[CentOS] Size limitations in .htaccess

Tue Jun 11 19:29:23 UTC 2013
Bowie Bailey <Bowie_Bailey at BUC.com>

On 5/29/2013 10:08 PM, Max Pyziur wrote:
> On Wed, 29 May 2013, m.roth at 5-cent.us wrote:
>> Have you considered running fail2ban, and banning them using iptables?
> I've considered that.
> But I'm tied to my (little?/not-so-little?) home-grown system of mining
> threatening IPs from BL sites (spam, sshd, forumspam), running them
> through an sql database, and outputing /etc/hosts.deny files to block via tcp
> wrappers, and now starting to output "Deny from" lines to place in
> .htaccess files. "Deny From" lines longer than somewhere around 8000
> characters seem to be the limit; I was curious if there was a specified
> limit somewhere, and whether or not I could put multiple Deny From lines?
> WHile fail2ban looks good, the little that I've tried it, I like keeping
> the firewall iptables neat, and doing the blocking as I have described
> above (maybe it's familiarity trumping fail2ban; maybe it's that fail2ban
> has a bit of a learning curve ...)

Fail2ban keeps all of its rules in it's own chain, so any custom rules 
that you have created will not get lost in the clutter.

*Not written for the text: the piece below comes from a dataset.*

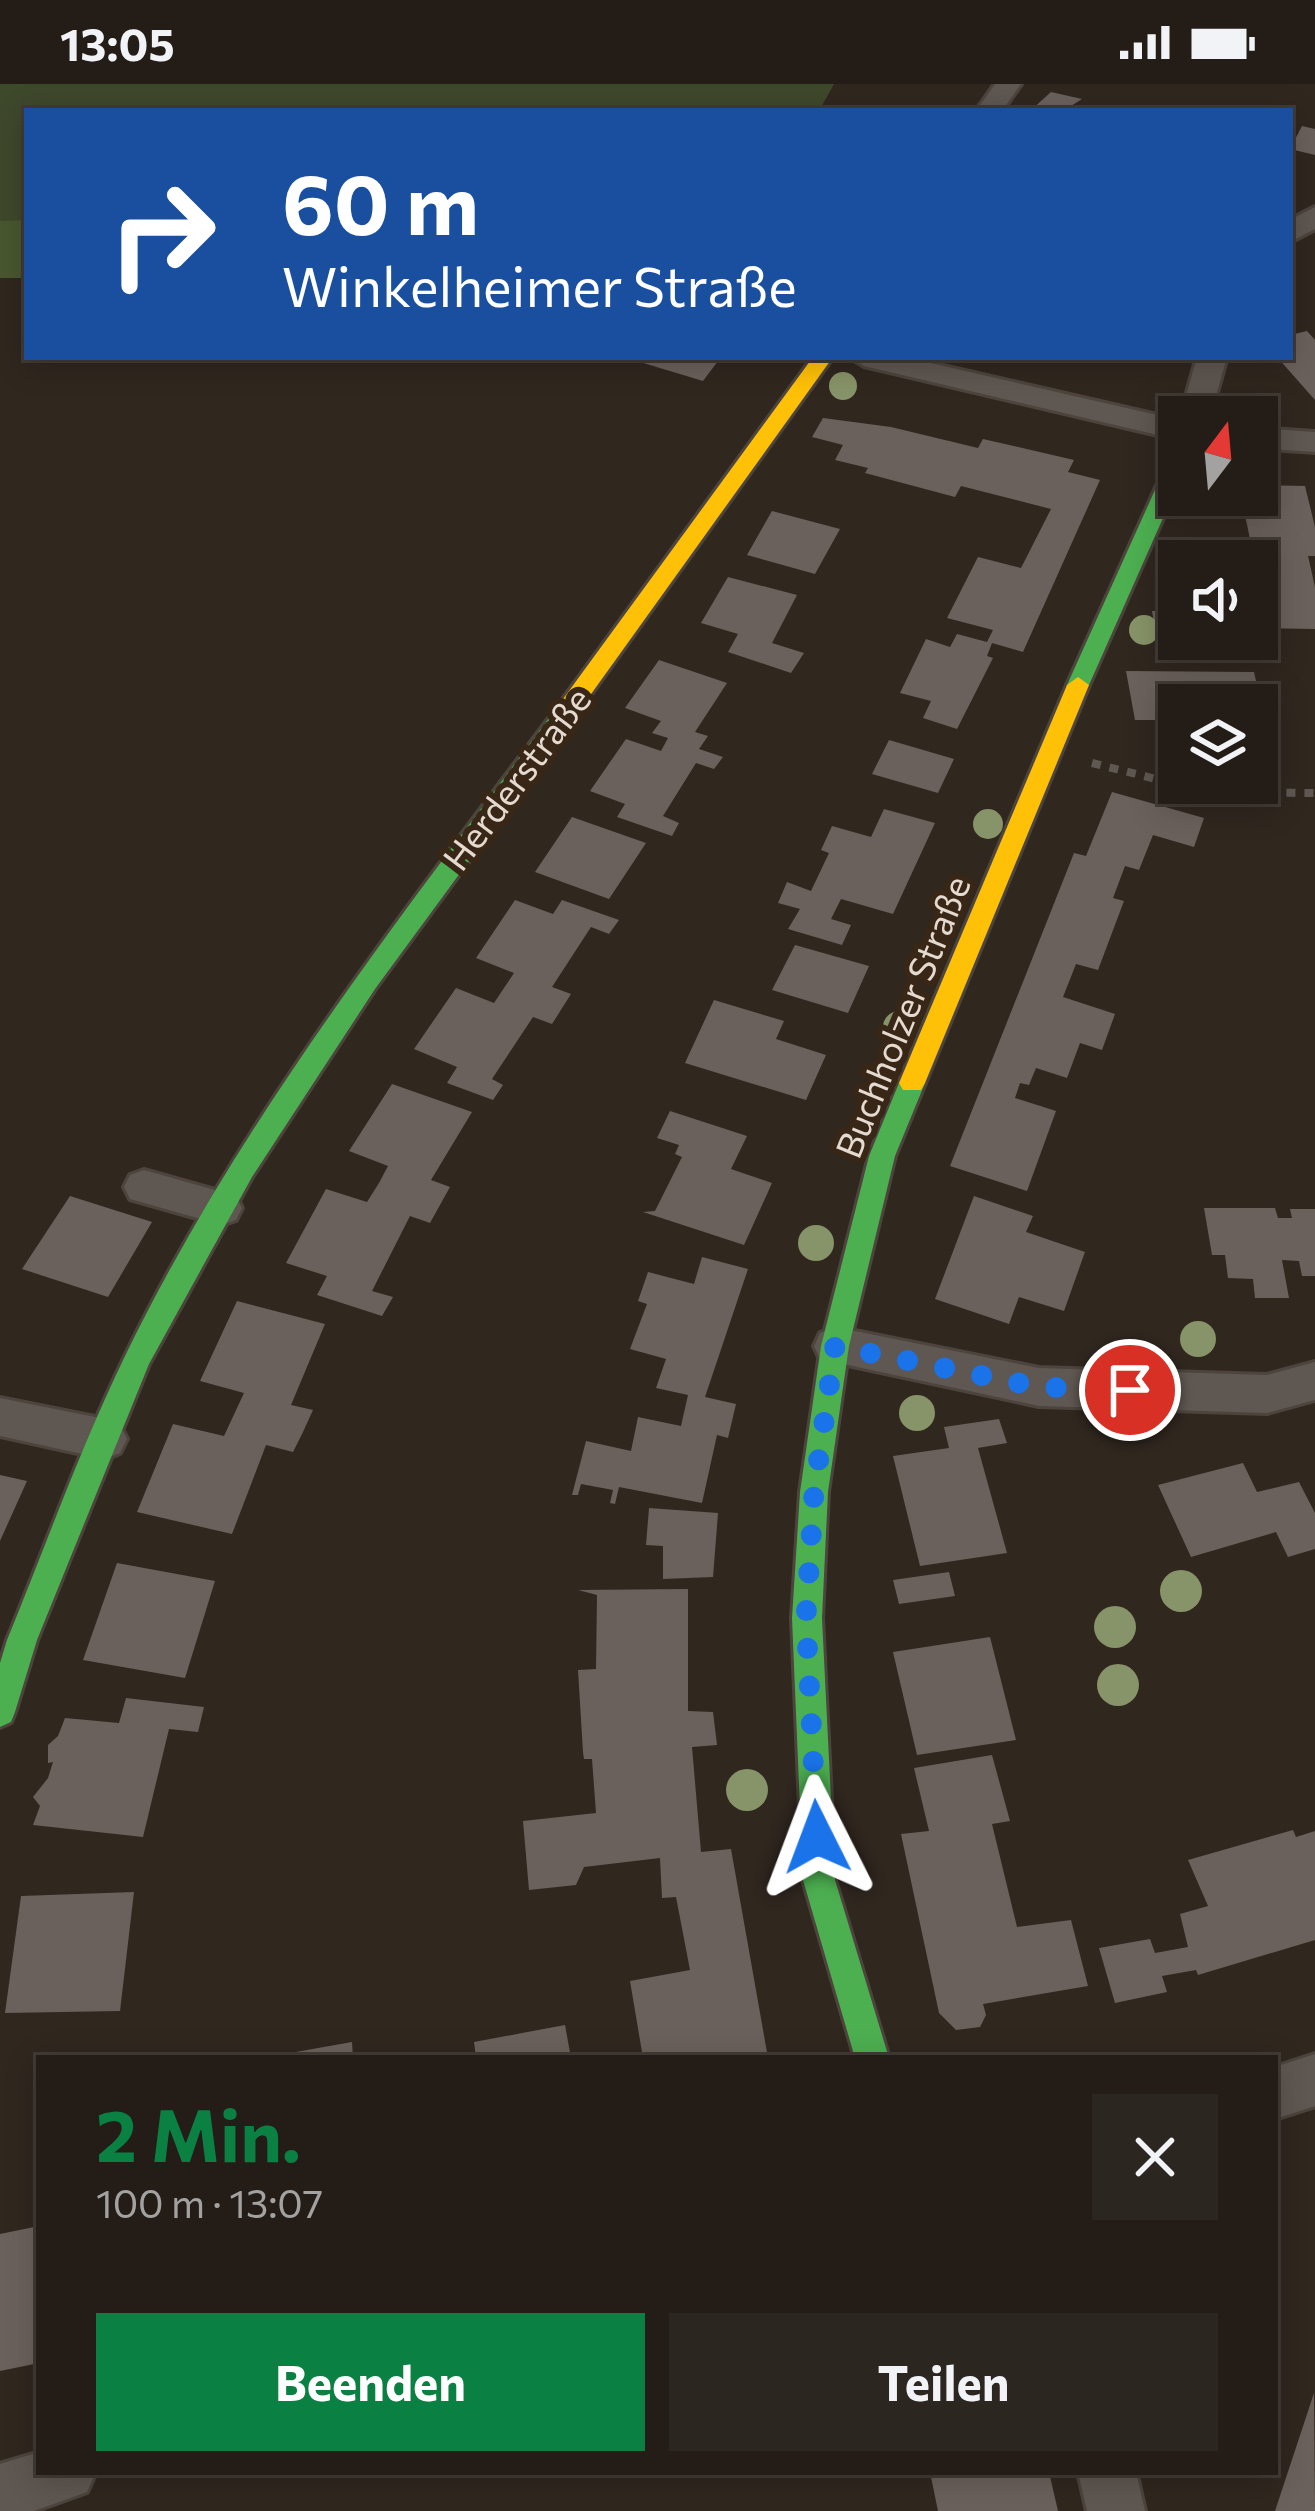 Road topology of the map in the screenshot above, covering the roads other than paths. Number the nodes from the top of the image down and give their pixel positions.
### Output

You could also do the blocking yourself with iptables rather than having 
fail2ban manage it for you.  Just create iptables rules rather than the 
hosts.deny format.

iptables -I Blacklist -s xxx.xxx.xxx.xxx -j DROP

Of course, you need to add a rule in your main ruleset to call the 
Blacklist chain.  And make sure to save the rules from time to time so 
you don't lose all of them in a reboot.